Tuesday, July 13, 2010

The IMF Era Revisited

The Marmot's Hole reports that "it appears like the IMF is trying to make amends for some difficulty it may have cause in 1998" — IMF to Korea: “We’re [Kinda] Sorry”. Two years ago, I wrote of my personal experiences from when "South Korea was undergoing what came to be known locally ─ rightly so, I was later to learn ─ as the IMF Crisis" — I Survived the IMF. An excerpt:
    For years, in my ignorance, I bristled at the Korean use of term "IMF Crisis" to describe these times, fooled as I was into believing that the IMF was the savior from, not the instigator of, the financial turmoil of 1997. It was not until I discovered the Austrian Economics and stopped drinking from the poisoned well of Keynesianism that I began to see the light.

    In The IMF Crisis, a Wall Street Journal editorial dated April 15, 1998, the author states authoritatively, "The IMF tripped this crisis by urging the Thais to devalue, then promoted contagion by urging everyone else to do likewise." The editorial concludes, "As long as the IMF prowls the central banks of the planet, fanning moral hazard and urging currency debasement, there will be plenty of self-made problems to employ the IMF." In that same year, Prof.
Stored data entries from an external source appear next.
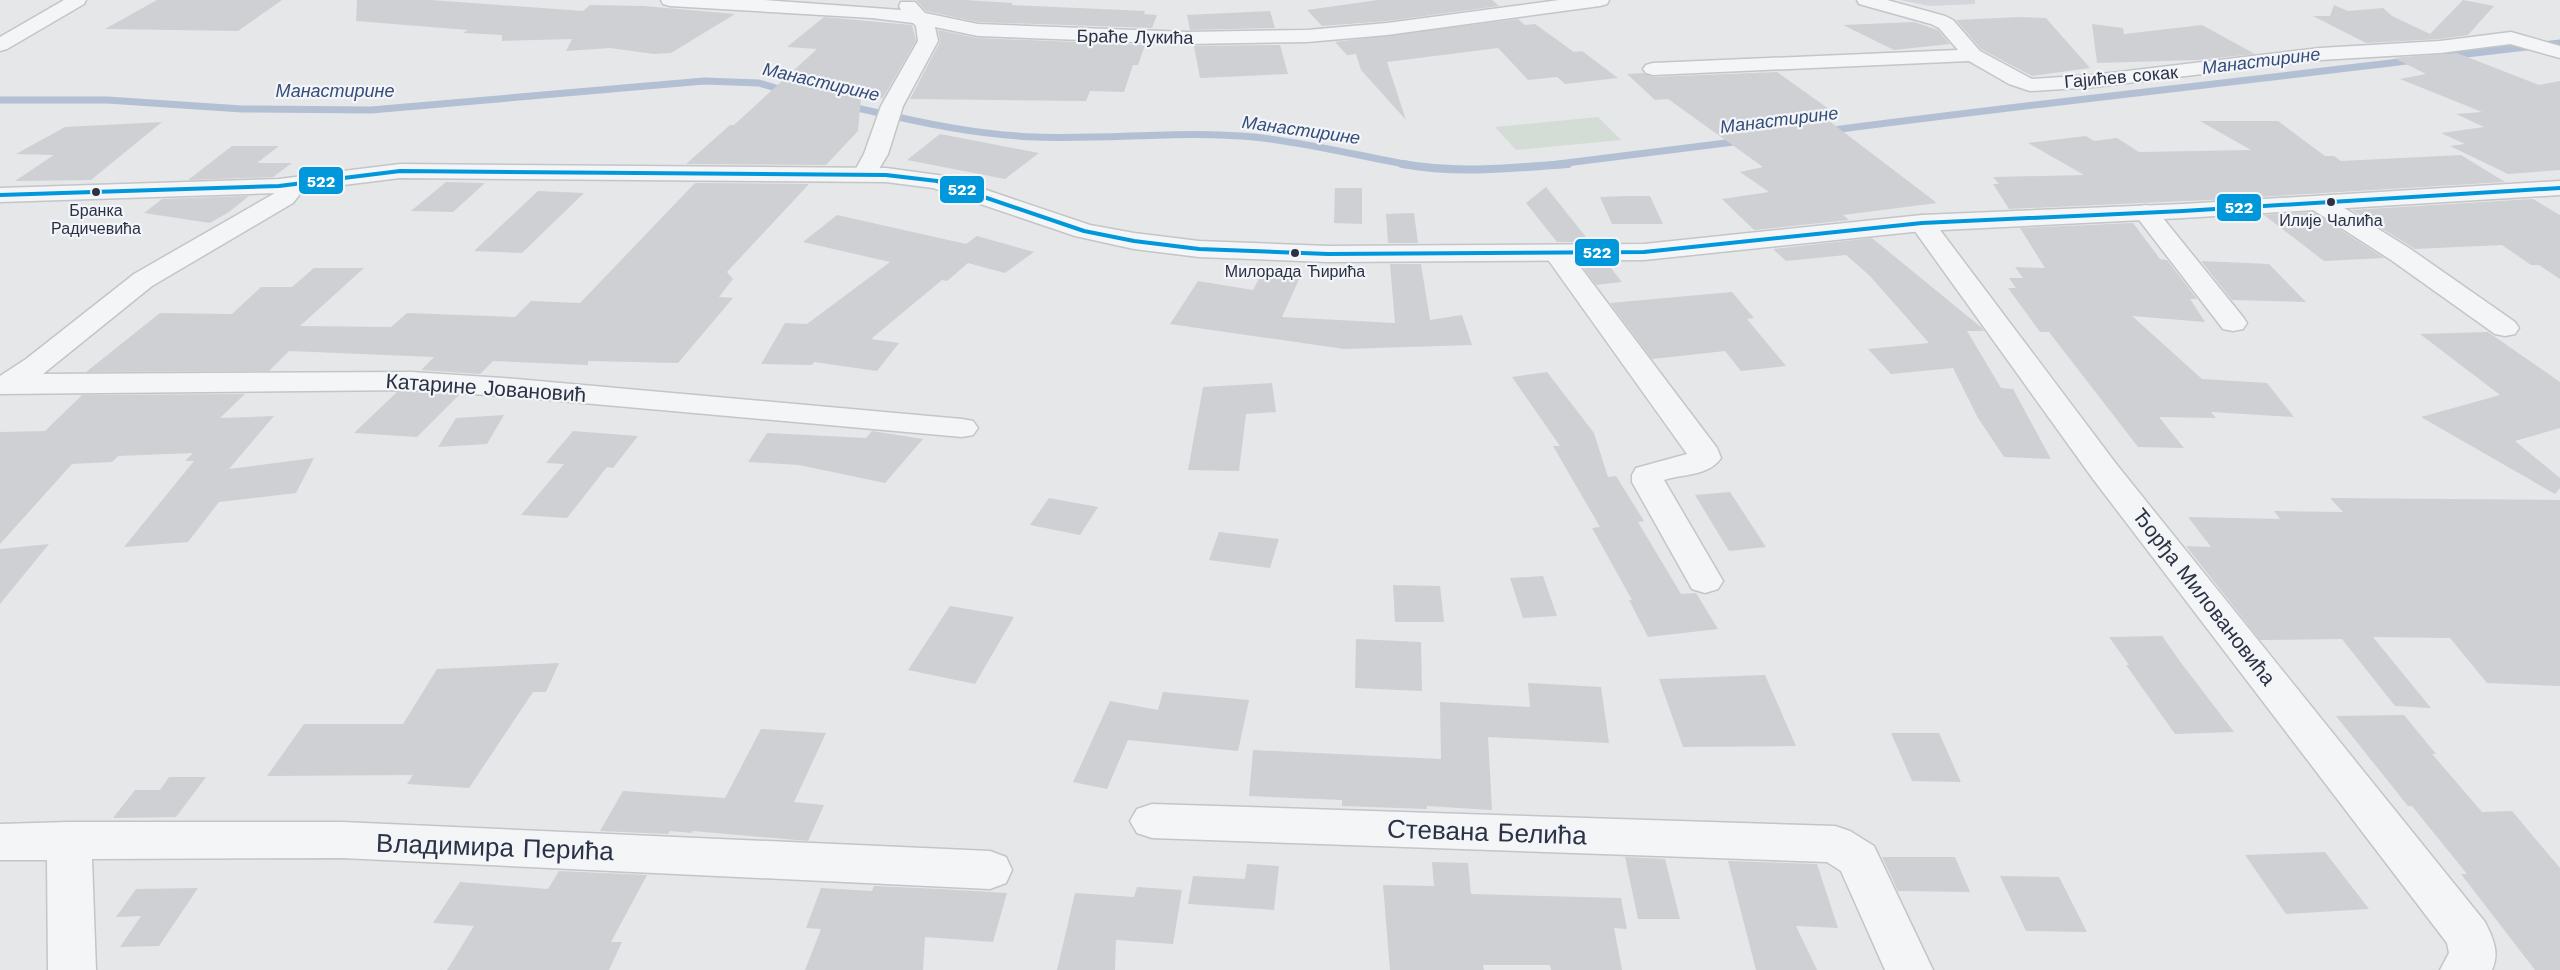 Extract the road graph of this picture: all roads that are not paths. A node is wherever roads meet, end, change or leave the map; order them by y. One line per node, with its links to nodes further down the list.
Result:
1 (77, 0): 9 (street)
2 (670, 0): 6 (street, Браће Лукића)
3 (903, 0): 6 (street)
4 (1600, 0): 7 (street, Браће Лукића)
5 (1866, 0): 11 (street, Гајићев сокак)
6 (920, 18): 7 (street, Браће Лукића); 8 (street)
7 (978, 30): 8 (street)
8 (928, 40): 13 (street)
9 (0, 45)
10 (2558, 52): 11 (street, Гајићев сокак)
11 (1973, 55): 12 (street)
12 (1653, 69)
13 (865, 174): 14 (street); 20 (street)
14 (296, 185): 16 (street); 23 (street)
15 (2557, 191): 17 (street)
16 (0, 195)
17 (2319, 203): 18 (street); 22 (street)
18 (2145, 212): 19 (street); 21 (street)
19 (1922, 223): 20 (street); 32 (street, Ђорђа Миловановића)
20 (1557, 254): 25 (street)
21 (2234, 322)
22 (2505, 328)
23 (5, 386): 24 (street, Катарине Јовановић)
24 (962, 428)
25 (1705, 581)
26 (1152, 821): 31 (street, Стевана Белића)
27 (69, 840): 28 (street, Владимира Перића); 29 (street, Владимира Перића); 30 (street)
28 (0, 842)
29 (990, 870)
30 (72, 970)
31 (1909, 970)
32 (2464, 970) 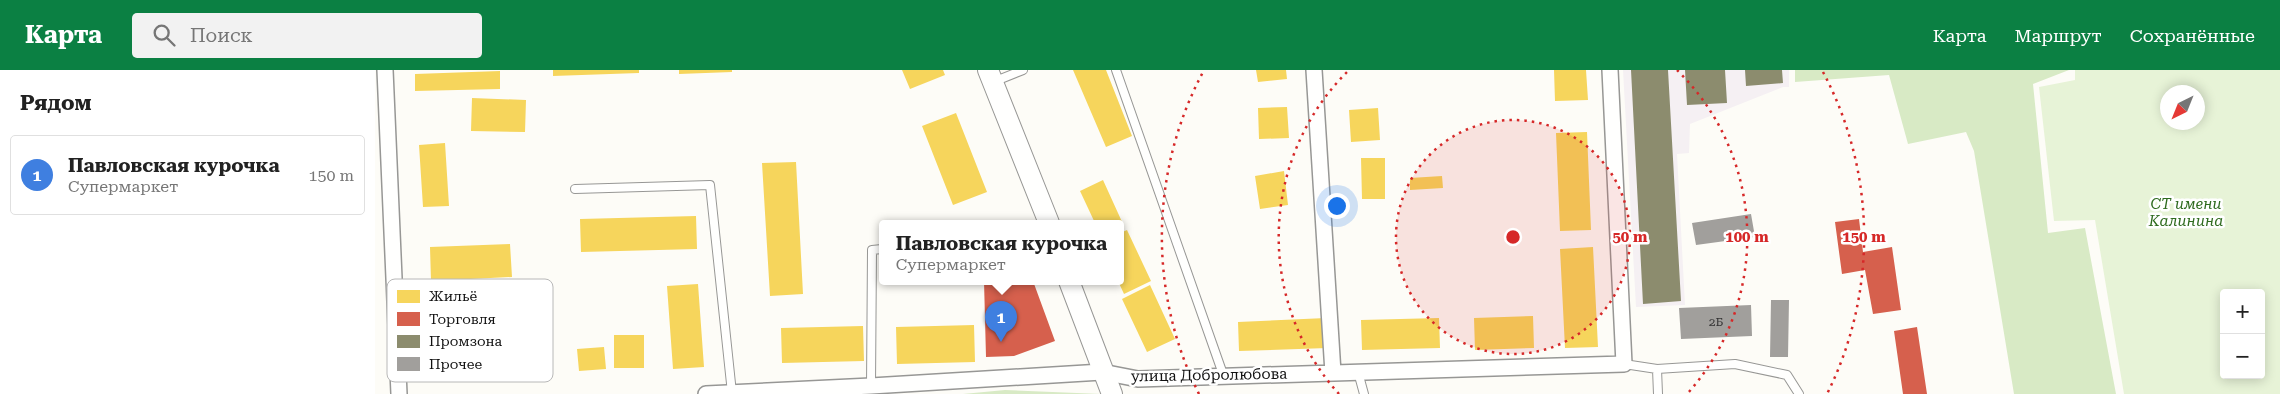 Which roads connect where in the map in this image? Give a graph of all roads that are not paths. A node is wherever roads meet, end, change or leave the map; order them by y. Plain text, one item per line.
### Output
1 (385, 70) edge
2 (1023, 70) edge
3 (1116, 70) edge
4 (1315, 70) edge
5 (1611, 70) edge
6 (991, 76) edge
7 (575, 189) dead end
8 (382, 206) edge
9 (1047, 220) edge
10 (879, 249) edge
11 (389, 279) edge
12 (1070, 285) edge
13 (1623, 364) junction
14 (1657, 369) junction
15 (1102, 372) junction
16 (1358, 372) junction
17 (1333, 373) junction
18 (1224, 377) junction
19 (871, 386) junction
20 (732, 393) junction
21 (706, 394) edge
22 (1112, 394) edge
23 (1364, 394) edge
24 (1658, 394) edge
25 (1799, 394) edge

1 - 8 street
2 - 6 lane
3 - 18 lane
4 - 17 street
5 - 13 street
6 - 9 street
7 - 20 lane
8 - 11 street
10 - 19 lane
12 - 15 street
13 - 14 lane
13 - 16 street, улица Добролюбова
14 - 24 lane
14 - 25 lane
15 - 18 street, улица Добролюбова
15 - 19 street, улица Добролюбова
15 - 22 street
16 - 17 street, улица Добролюбова
16 - 23 lane
17 - 18 street, улица Добролюбова
19 - 20 street, улица Добролюбова
20 - 21 street, улица Добролюбова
Bong Joon Yoon, associate professor of economics at the State University of New York at Binghamton, wrote an article entitled The IMF Bailout in Korea: A Socialist Poison, in which he concluded that "the IMF bailout violates the fundamental principle of the market: removal of failed businesses."

    Later, Dr. Ron Paul wrote in an article entitled Get Us Out of the IMF on March 2, 2002 that the IMF is "based on a flawed philosophy that says the best means of creating economic prosperity is through government-to-government transfers," calling the organization "corporate welfare disguised as compassion for the poor." On September 28, 2004, in an article entitled The IMF Con he said, "The real purpose of the IMF is to channel tax dollars to politically-connected companies," which is just what happened in Korea. He observes:

      When capital remains in private hands, it is allocated to its most productive uses as determined by the choices of consumers in the market. Placing capital in the hands of politicians and bureaucrats inevitably results in inefficiencies, shortages, and economic crises, as even the best-intentioned politicians cannot know the most efficient use of resources.

    This is precisely why, after ten years of improving statistics, the average Korean is not happy with his family's economic situation. The IMF demanded restructuring, to be sure, but not of the corporate welfare system. Rather, the one palpable change in the post-IMF era has been the end of lifetime employment, an element of Confucian capitalism that had never been mandated by law but by custom and convention. Thus, while the chaebol were not expected to compete on a level playing ground, individual workers and employees were thrust into a dog-eat-dog world of survival of the fittest.

    "To prevent future financial crisis, the Korean economy should rely on market forces" because "it is the big government, which is the root cause of the current crisis," concluded Prof. Bong. Let's hope the next president of the Republic of Korea follows his advice and that of the Austrian School Economists.
UPDATE: Korea's main leftist organ has more, noting that the nefarious cabal has "also unleashed a sort of 'love offensive' on Asia, which is becoming a major axis of the world economy, saying it wants the fund to become a 'second home' for Asia" — IMF admits mistakes in 1997 crisis countermeasures.